Dès que cette nouvelle se répand, en mai 1919, c’est l’explosion : les étudiants de Pékin, entraînant derrière eux les masses populaires, organisent des meetings de protestation et engagent la première grève politique de masse de l’histoire du pays. Le soulèvement est finalement écrasé par les troupes coalisées des seigneurs de la guerre. Mais ce « mouvement du 4 mai » marque un tournant : pour la première fois, les masses chinoises ont joué un rôle central dans la vie politique du pays. Quant à l’échec du mouvement, il pousse de nombreux intellectuels radicaux à se tourner vers la révolution qui l’a emporté deux ans plus tôt, en Russie.

Le PCC, l’IC et le Kuomintang

De nombreux intellectuels, lettrés ou étudiants, cherchent une explication rationnelle au chaos dans lequel est plongé la Chine. Nombre d’entre eux se plongent dans l’étude des idées marxistes et traduisent les quelques œuvres de Marx, Engels, Lénine et Trotsky qui atteignent la Chine. Dispersés en une dizaine de différents petits groupes, ils s’efforcent d’entrer en contact avec les premiers syndicats qui commencent à apparaître.
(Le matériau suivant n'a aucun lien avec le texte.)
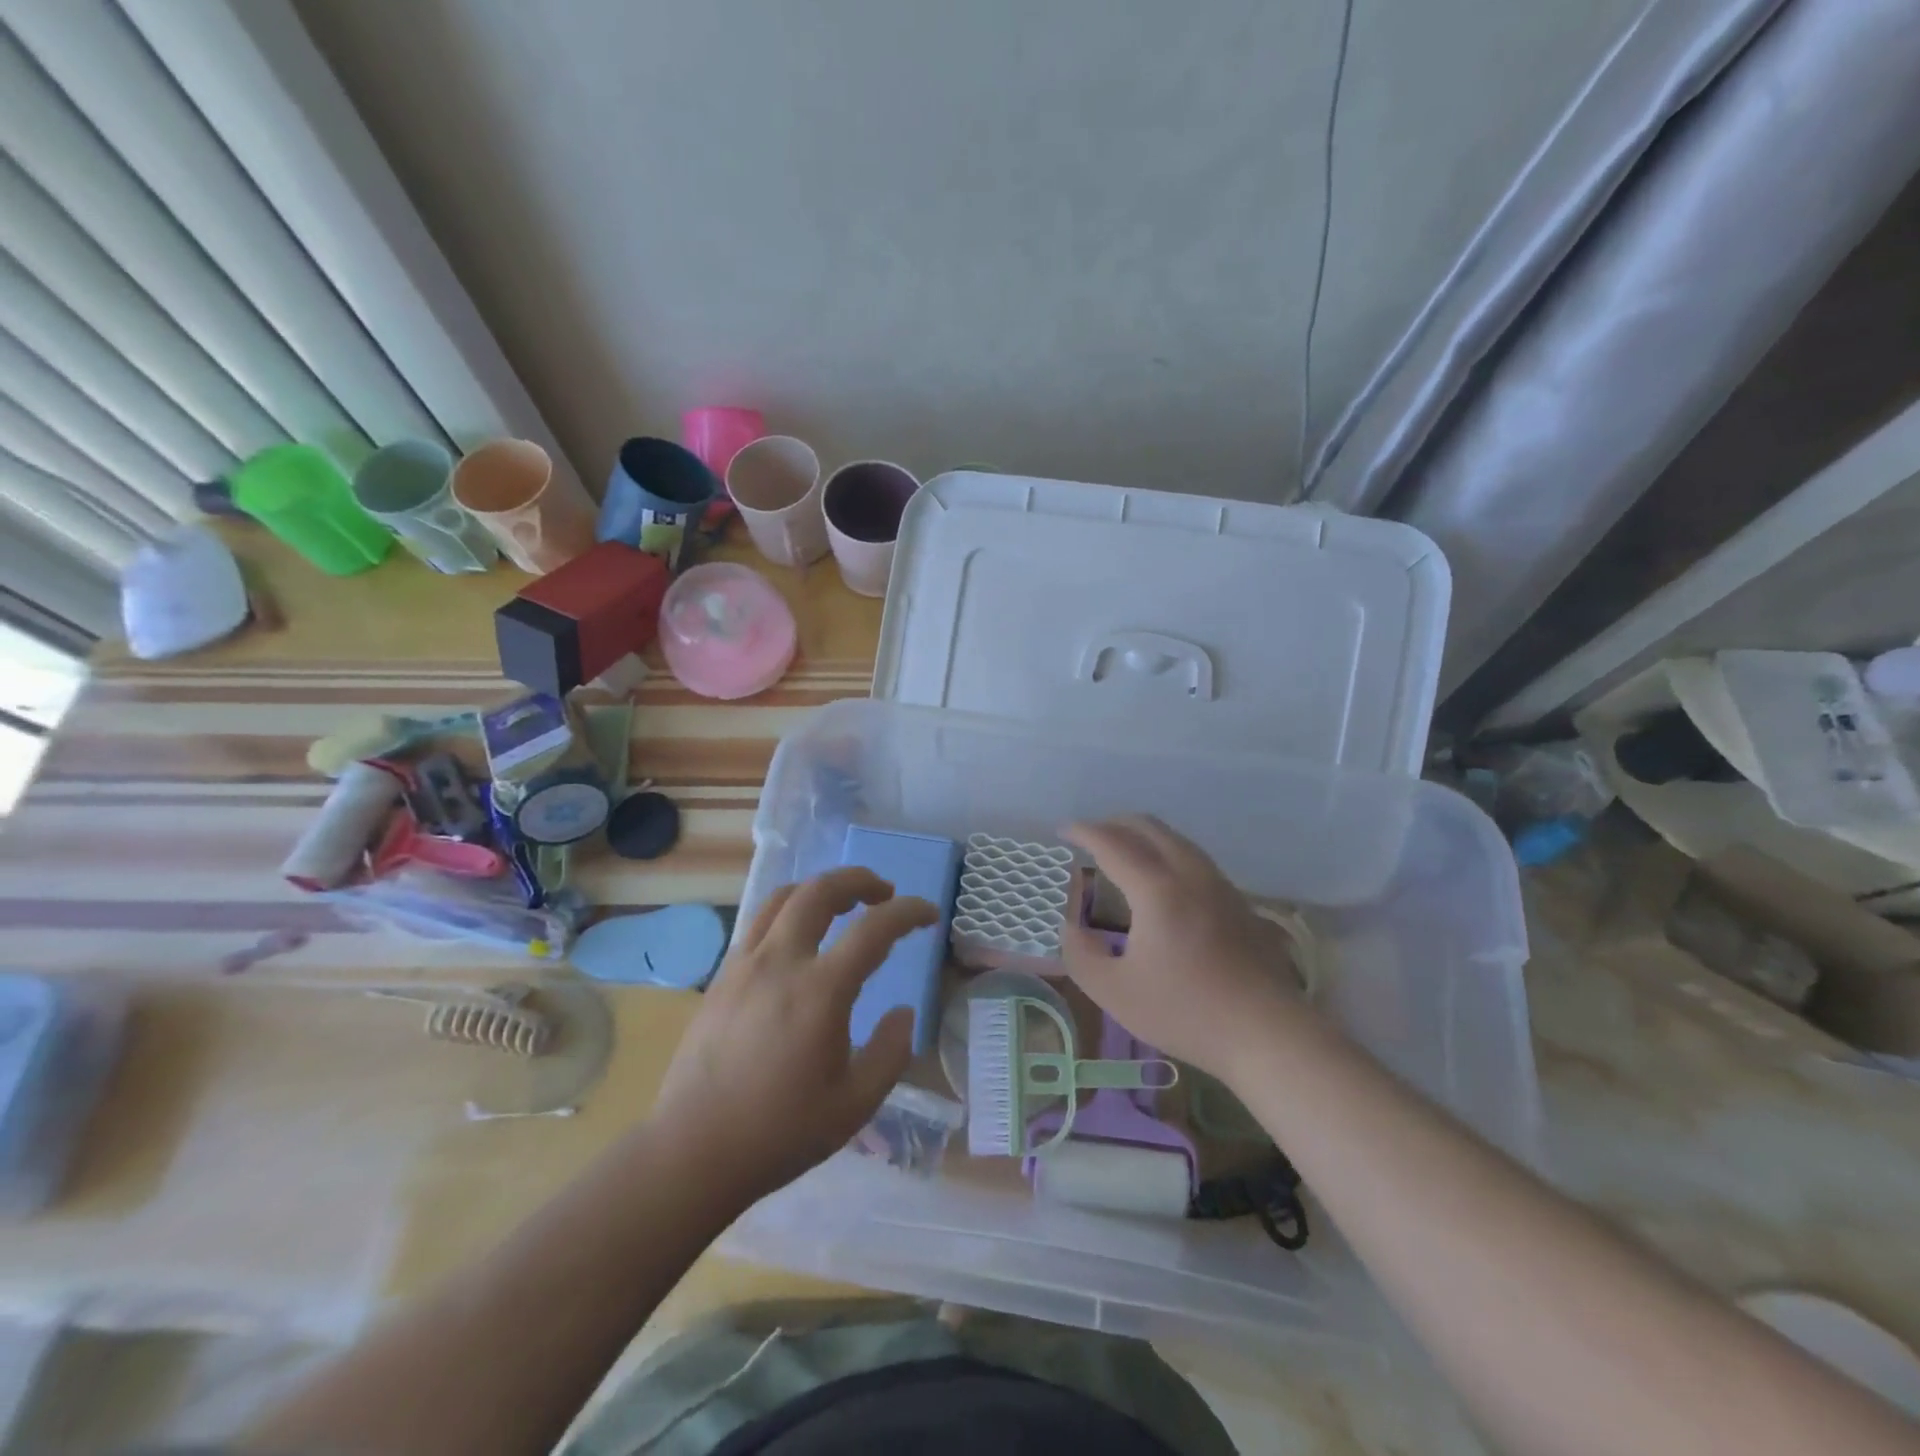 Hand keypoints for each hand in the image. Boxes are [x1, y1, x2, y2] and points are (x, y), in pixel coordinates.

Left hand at [647, 868, 936, 1206]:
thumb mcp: (855, 1103)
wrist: (692, 1151)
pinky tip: (798, 942)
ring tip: (841, 905)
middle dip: (859, 880)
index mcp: (820, 990)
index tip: (929, 915)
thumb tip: (903, 1012)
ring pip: (784, 898)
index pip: (874, 928)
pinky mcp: (721, 977)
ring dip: (819, 890)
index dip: (909, 912)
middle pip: (820, 891)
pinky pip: (759, 924)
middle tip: (883, 894)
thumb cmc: (780, 1132)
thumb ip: (891, 1052)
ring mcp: (744, 964)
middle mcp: (781, 962)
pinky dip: (789, 914)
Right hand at [1061, 815, 1305, 1084]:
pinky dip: (1165, 852)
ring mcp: (1218, 884)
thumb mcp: (1113, 991)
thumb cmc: (1185, 1012)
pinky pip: (1193, 857)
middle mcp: (1189, 873)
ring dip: (1143, 836)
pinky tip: (1160, 880)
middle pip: (1148, 827)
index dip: (1084, 832)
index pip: (1112, 843)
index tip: (1063, 830)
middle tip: (1090, 837)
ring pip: (1175, 839)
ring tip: (1122, 853)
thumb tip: (1071, 925)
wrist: (1267, 1032)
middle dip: (1114, 824)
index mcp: (1156, 889)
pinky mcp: (1237, 900)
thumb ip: (1080, 953) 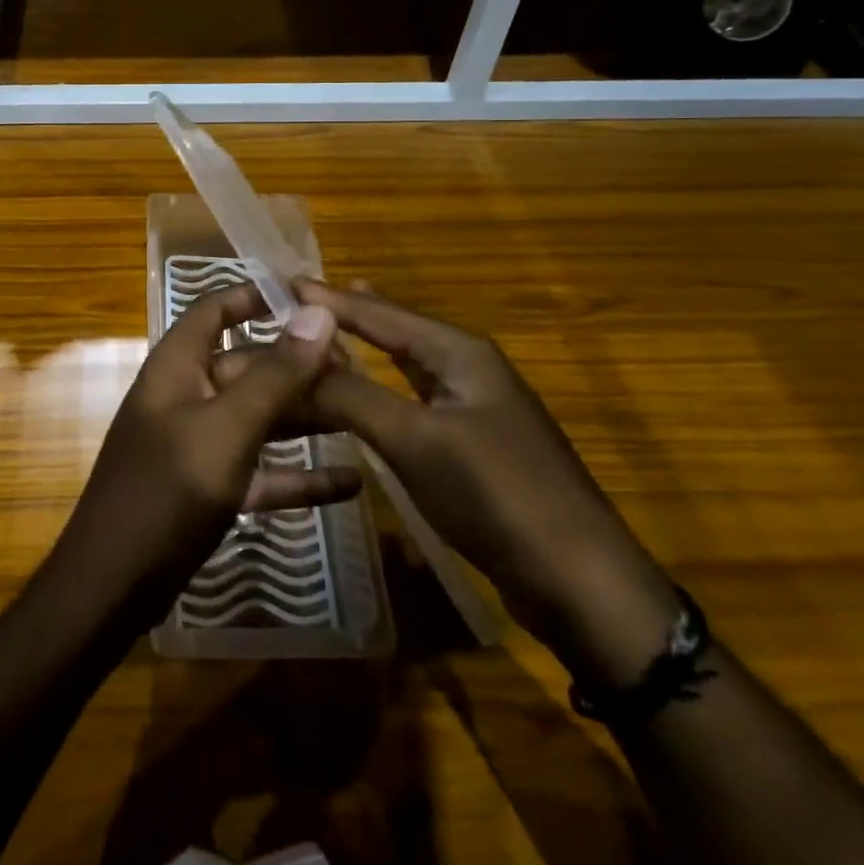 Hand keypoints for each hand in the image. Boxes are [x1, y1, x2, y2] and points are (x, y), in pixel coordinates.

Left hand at [45, 285, 360, 628]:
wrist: (113, 586)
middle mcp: (187, 395)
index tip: (310, 295)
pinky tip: (349, 484)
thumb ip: (276, 373)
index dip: (257, 295)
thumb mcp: (228, 428)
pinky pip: (259, 469)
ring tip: (364, 416)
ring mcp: (196, 443)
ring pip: (258, 417)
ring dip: (305, 418)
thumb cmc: (167, 491)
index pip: (216, 310)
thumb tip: (318, 313)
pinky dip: (297, 474)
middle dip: (299, 366)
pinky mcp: (208, 488)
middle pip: (248, 365)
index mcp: (178, 366)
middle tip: (360, 368)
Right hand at [298, 280, 679, 687]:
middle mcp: (469, 367)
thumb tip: (291, 356)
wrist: (582, 582)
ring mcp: (476, 406)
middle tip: (300, 299)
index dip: (329, 298)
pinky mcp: (474, 444)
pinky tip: (371, 392)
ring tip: (332, 326)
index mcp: (458, 352)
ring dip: (367, 346)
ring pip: (407, 363)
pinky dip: (382, 386)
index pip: (379, 313)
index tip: (281, 282)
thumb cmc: (495, 495)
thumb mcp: (414, 440)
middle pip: (396, 329)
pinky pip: (414, 399)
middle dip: (349, 314)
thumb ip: (350, 395) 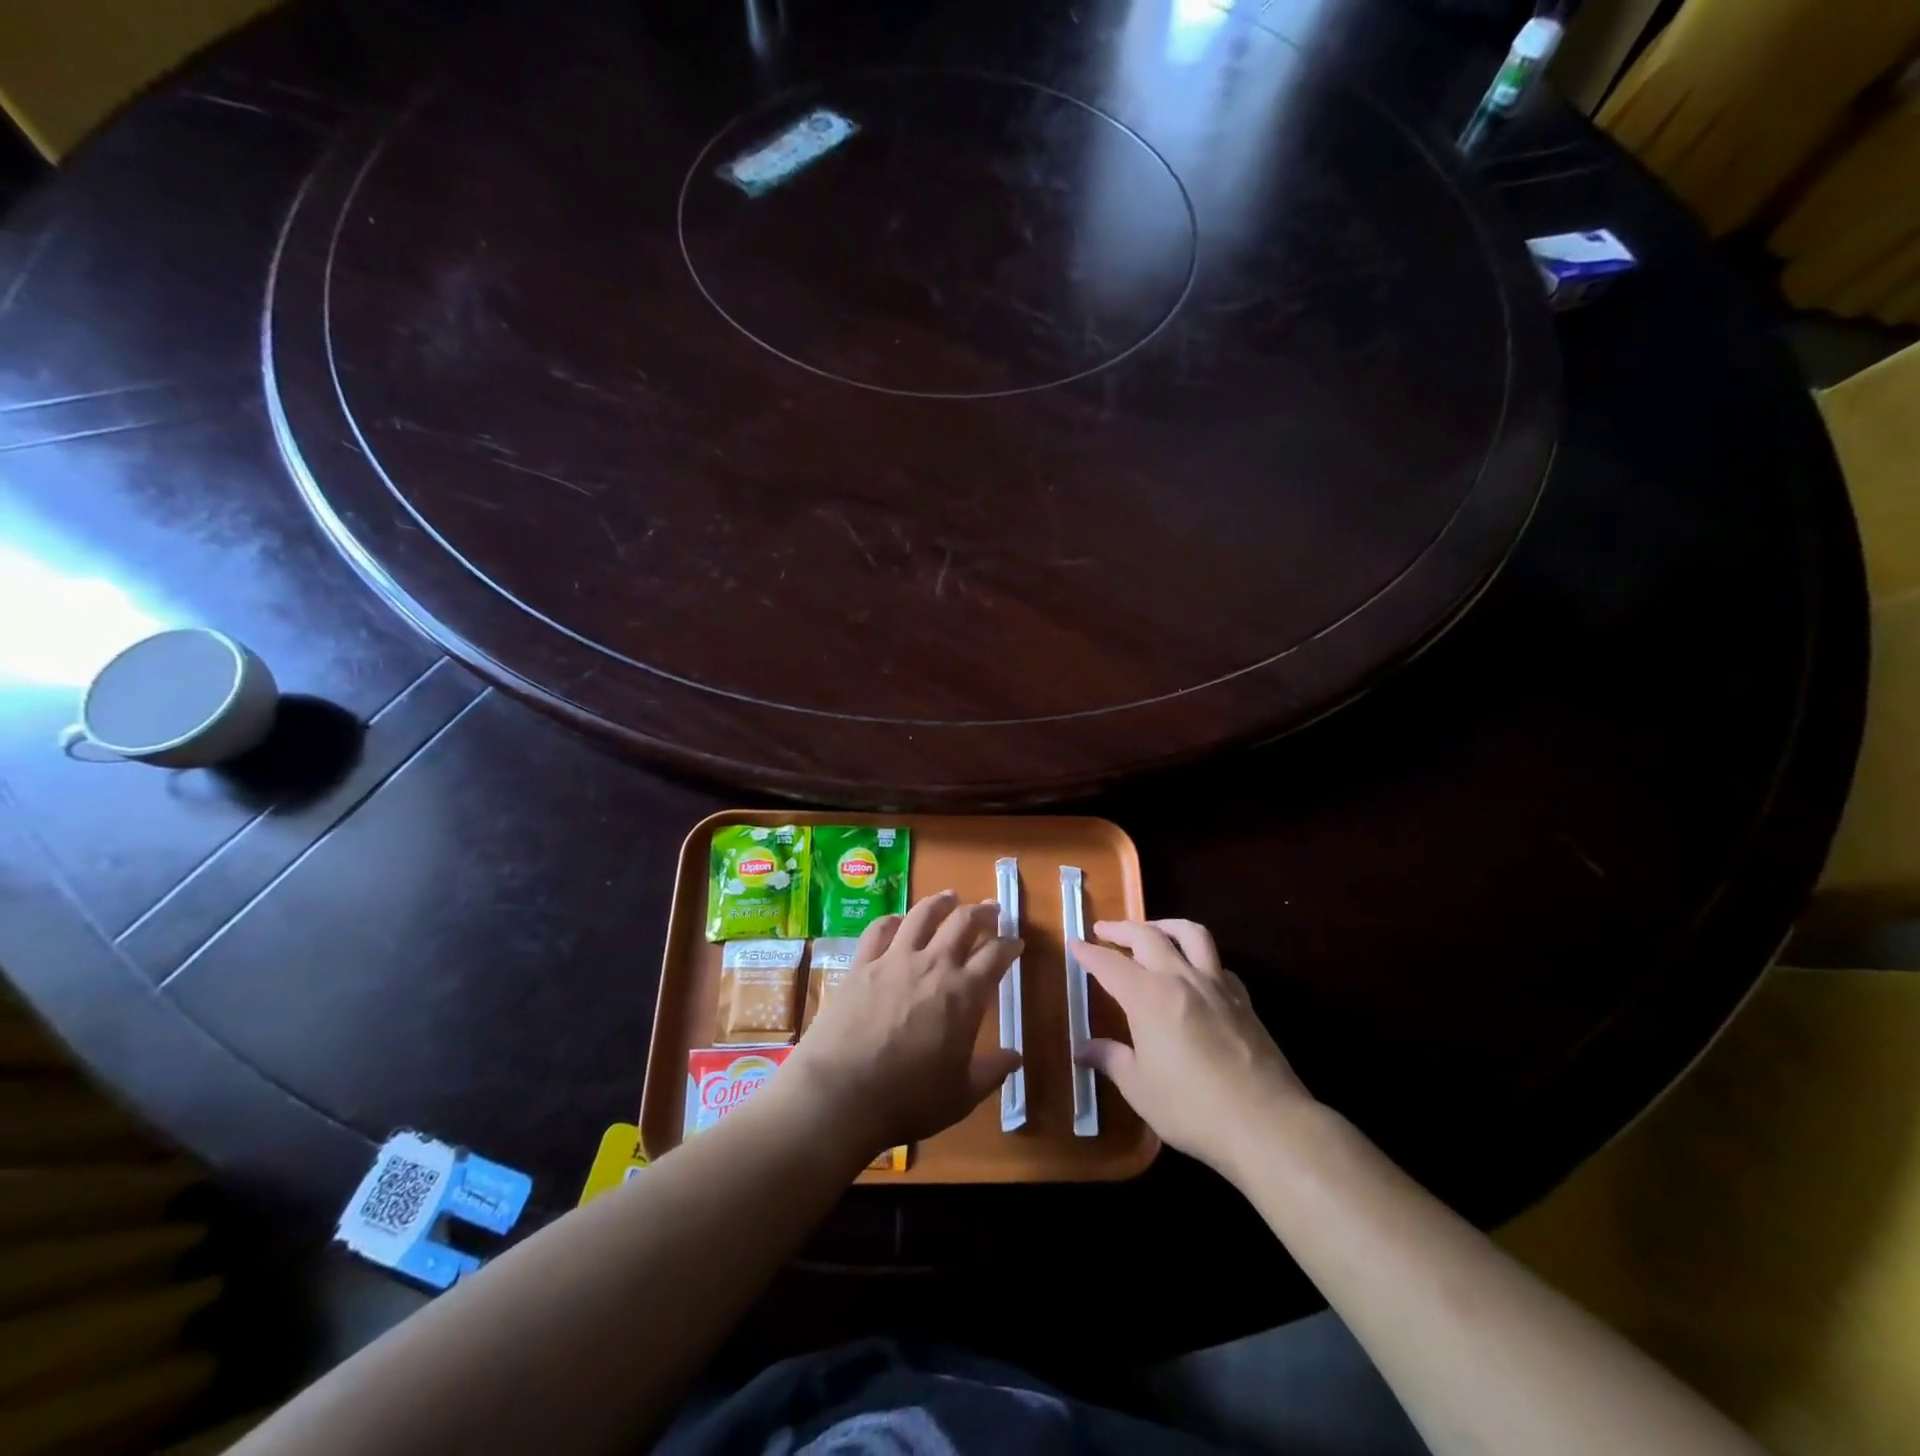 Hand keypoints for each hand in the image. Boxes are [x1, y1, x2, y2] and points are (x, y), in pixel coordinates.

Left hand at [781, 890, 1022, 1159]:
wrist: (840, 1094)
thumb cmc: (908, 1100)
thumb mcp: (961, 1095)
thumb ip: (992, 1072)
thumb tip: (1016, 1056)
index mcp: (964, 994)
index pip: (996, 956)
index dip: (1009, 945)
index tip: (1016, 942)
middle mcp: (933, 965)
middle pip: (963, 922)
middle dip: (982, 912)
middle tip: (991, 910)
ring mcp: (894, 960)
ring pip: (923, 915)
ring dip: (941, 902)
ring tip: (950, 897)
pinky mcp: (861, 964)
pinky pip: (880, 929)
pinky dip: (894, 920)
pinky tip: (898, 921)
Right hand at [1075, 920, 1310, 1180]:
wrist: (1266, 1124)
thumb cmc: (1192, 1108)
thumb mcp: (1140, 1088)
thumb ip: (1111, 1060)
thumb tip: (1083, 1049)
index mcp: (1148, 996)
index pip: (1110, 963)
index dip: (1089, 952)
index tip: (1074, 944)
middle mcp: (1180, 978)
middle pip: (1147, 936)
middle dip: (1121, 929)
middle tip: (1103, 930)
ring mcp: (1216, 985)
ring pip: (1190, 933)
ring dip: (1164, 925)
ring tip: (1152, 930)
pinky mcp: (1242, 999)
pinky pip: (1217, 962)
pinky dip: (1199, 956)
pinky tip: (1195, 972)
Le mouvement du 4 mai les pousse à se rassembler en un parti unifié. En juillet 1921, un congrès clandestin rassemble douze délégués et un représentant de l’Internationale Communiste (IC) – le hollandais Maring – dans la concession de Shanghai. Le Parti communiste chinois (PCC) est né. Dirigé par Chen Duxiu, le « premier des marxistes chinois », il compte 57 membres, principalement des universitaires. Lors de son deuxième congrès, l’année suivante, ses effectifs sont montés à 123 adhérents. Lors de ce congrès, il propose au Kuomintang un « front unique anti-impérialiste », que Sun Yat-sen s’empresse de rejeter.

A cette époque, la position de l’IC est très claire. Lors de son deuxième congrès, en 1920, Lénine introduit lui-même la discussion sur les questions nationales et coloniales. Les « thèses » adoptées à cette occasion affirment :

« Il existe dans les pays opprimés deux mouvements qui, chaque jour, se séparent de plus en plus : le premier est le mouvement bourgeois démocratique nationaliste qui a un programme d’indépendance politique et d’ordre bourgeois ; l’autre est celui des paysans et des ouvriers ignorants et pauvres pour leur émancipation de toute espèce d’exploitation. Le premier tente de diriger le second et y a souvent réussi dans une certaine mesure. Mais l’Internationale Communiste et les partis adhérents doivent combattre cette tendance et chercher à développer les sentiments de classe indépendants dans les masses ouvrières des colonies. L’une des plus grandes tâches à cette fin est la formation de partis communistes qui organisent les ouvriers et les paysans et les conduisent à la révolution et à l’établissement de la République soviétique. [...] La révolution dans les colonies, dans son premier stade, ne peut pas être une révolution communiste, mais si dès son début, la direction est aux mains d’une avant-garde communiste, les masses ne seront pas égarées et dans les différentes périodes du mouvement leur expérience révolutionnaire ne fera que grandir. » [3]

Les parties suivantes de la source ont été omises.